== Segment start ==

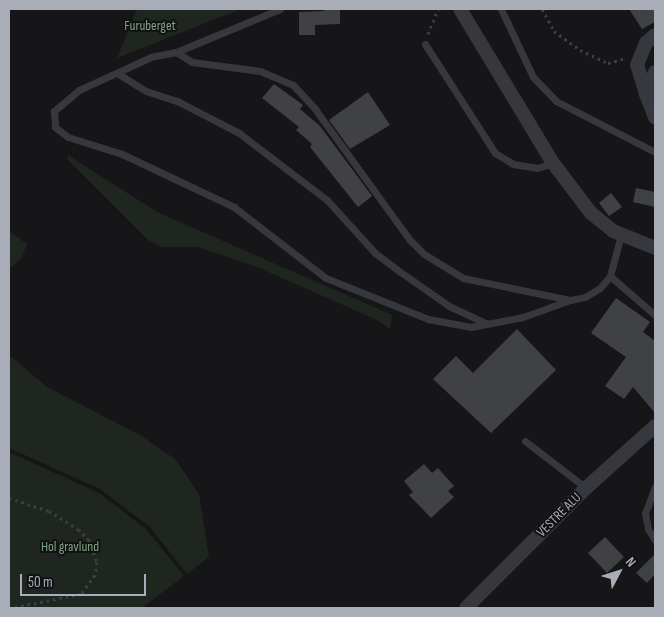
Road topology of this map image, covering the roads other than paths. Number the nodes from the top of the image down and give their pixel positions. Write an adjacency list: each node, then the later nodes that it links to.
1 (280, 9): 6 (lane)
2 (460, 9): 12 (street)
3 (501, 9): 11 (lane)
4 (655, 35): 9 (street)
5 (425, 44): 12 (lane)
6 (176, 52): 8 (lane); 16 (lane)
7 (655, 72): 9 (street)
8 (117, 73): 18 (lane); 18 (lane)
9 (646, 94): 10 (street)
10 (655, 117)
11 (655, 152)
12 (553, 163): 13 (street)
13 (621, 235): 14 (street); 15 (lane)
14 (655, 248)
15 (610, 276): 16 (lane); 17 (lane)
16 (570, 300): 18 (lane)
17 (655, 315)
18 (488, 324)
19 (655, 426): 22 (street, VESTRE ALU)
20 (525, 441): 22 (lane)
21 (655, 487): 23 (lane)
22 (586, 488): 24 (street, VESTRE ALU)
23 (655, 540)
24 (466, 608)

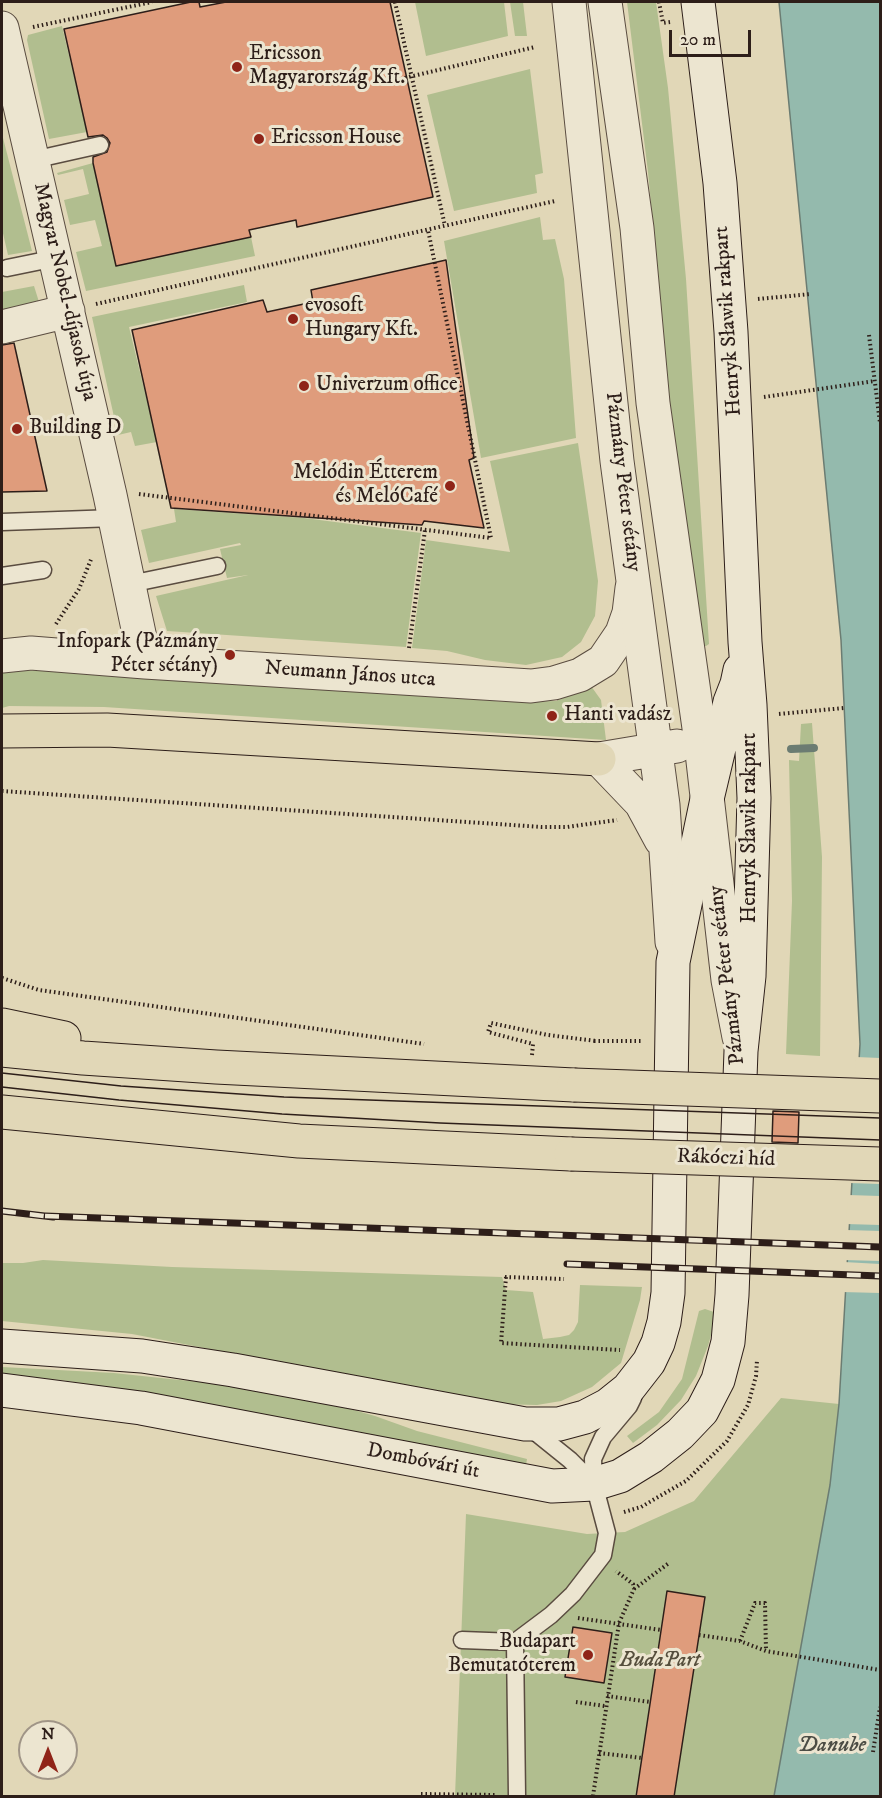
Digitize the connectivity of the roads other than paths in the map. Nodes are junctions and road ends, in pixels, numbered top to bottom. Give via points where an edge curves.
1 (569, 2) edge
2 (605, 2) edge
3 (698, 2) edge
4 (14, 28) edge
5 (100, 145) dead end
6 (33, 160) junction
7 (56, 258) junction
8 (7, 268) dead end
9 (82, 308) junction
10 (2, 327) edge
11 (121, 506) junction
12 (2, 522) edge
13 (217, 566) dead end
14 (44, 570) dead end
15 (2, 576) edge
16 (634, 578) junction
17 (130, 584) junction
18 (745, 642) junction
19 (2, 656) edge
20 (145, 662) junction
21 (730, 702) junction
22 (2, 731) edge
23 (699, 735) junction
24 (656, 750) junction
25 (610, 770) junction
26 (707, 799) junction
27 (668, 855) junction
28 (673, 962) junction
29 (2, 1024) edge
30 (2, 1050) edge
31 (741, 1051) junction
32 (216, 1067) junction
33 (880, 1096) edge
34 (2, 1112) edge
35 (2, 1124) edge
36 (123, 1125) junction
37 (880, 1164) edge
38 (732, 1295) joint
39 (2, 1346) edge
40 (646, 1352) junction
41 (2, 1390) edge
42 (525, 1424) junction
43 (594, 1484) junction
44 (462, 1640) dead end
45 (515, 1642) junction
46 (517, 1796) edge

1 - 16 street, Pázmány Péter sétány via 617,461
2 - 23 street, Pázmány Péter sétány via 638,228 653,403
3 - 18 street, Henryk Sławik rakpart via 720,183
4 - 6 street, Magyar Nobel-díjasok útja
5 - 6 lane
6 - 7 street, Magyar Nobel-díjasok útja
7 - 8 lane
7 - 9 street, Magyar Nobel-díjasok útja
9 - 10 street
9 - 11 street, Magyar Nobel-díjasok útja
11 - 12 lane
11 - 17 street, Magyar Nobel-díjasok útja
13 - 17 lane
14 - 15 lane
16 - 20 street, Neumann János utca via 629,613 612,650 603,661 579,675 554,683 531,686
16 - 24 street, Pázmány Péter sétány
17 - 20 street, Magyar Nobel-díjasok útja
18 - 21 street, Henryk Sławik rakpart
18 - 31 street, Henryk Sławik rakpart via 754,798 749,976
19 - 20 street, Neumann János utca via 31,653
21 - 23 street via 716,722
21 - 26 street, Henryk Sławik rakpart
22 - 25 main road via 107,730
23 - 24 street via 677,746
23 - 26 street, Pázmány Péter sétány
24 - 25 street
24 - 27 street, Pázmány Péter sétány
25 - 27 street via 641,803
26 - 28 street, Pázmány Péter sétány
26 - 31 street, Pázmány Péter sétány via 728,980
27 - 28 street, Pázmány Péter sétány
28 - 40 street, Pázmány Péter sétány via 669,1293 664,1322
29 - 32 main road
30 - 32 main road
31 - 38 street, Pázmány Péter sétány
32 - 33 main road, bridge
34 - 36 main road
35 - 36 main road
36 - 37 main road, Rákóczi híd, bridge via 299,1141
38 - 43 street, Dombóvári út via 728,1342 718,1380 702,1411 651,1457 620,1476
39 - 42 street via 142,1356
40 - 42 street via 628,1389 608,1405 559,1424
40 - 43 lane via 629,1406 603,1437 593,1459
41 - 43 street, Dombóvári út via 141,1408 552,1486
42 - 43 lane
43 - 45 lane via 607,1533 603,1555 573,1594
44 - 45 lane
45 - 46 lane

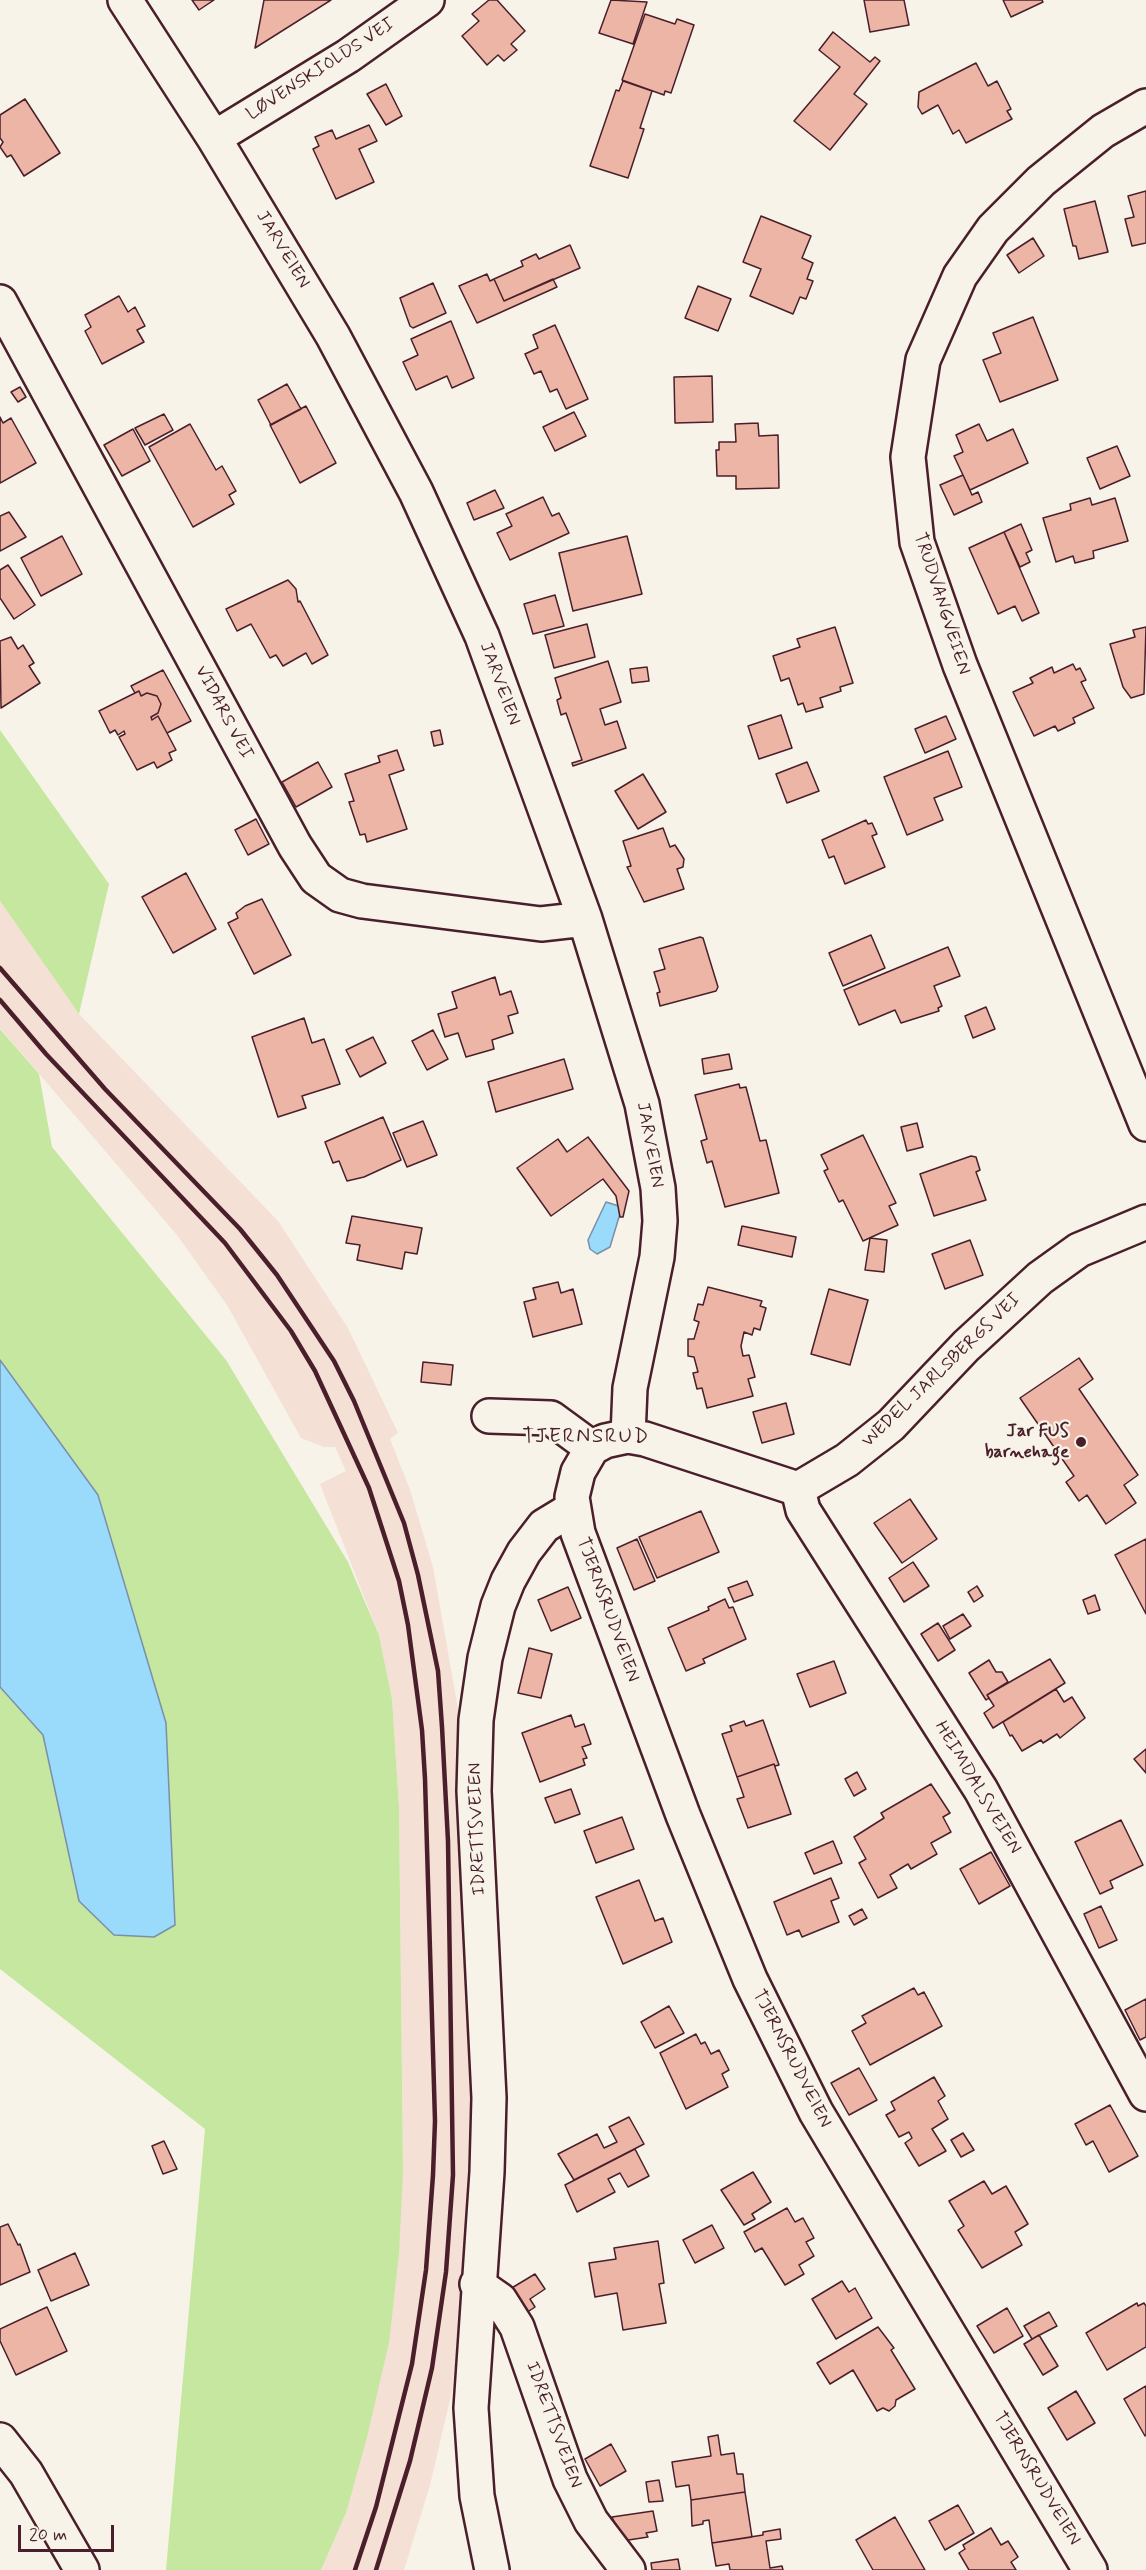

== Segment end ==

**Goal of the exercise**
Go over the listing above and copy out each line that includes "János".

**Solution to this exercise**
16 - 20 street, Neumann János utca via 629,613 612,650 603,661 579,675 554,683 531,686
19 - 20 street, Neumann János utca via 31,653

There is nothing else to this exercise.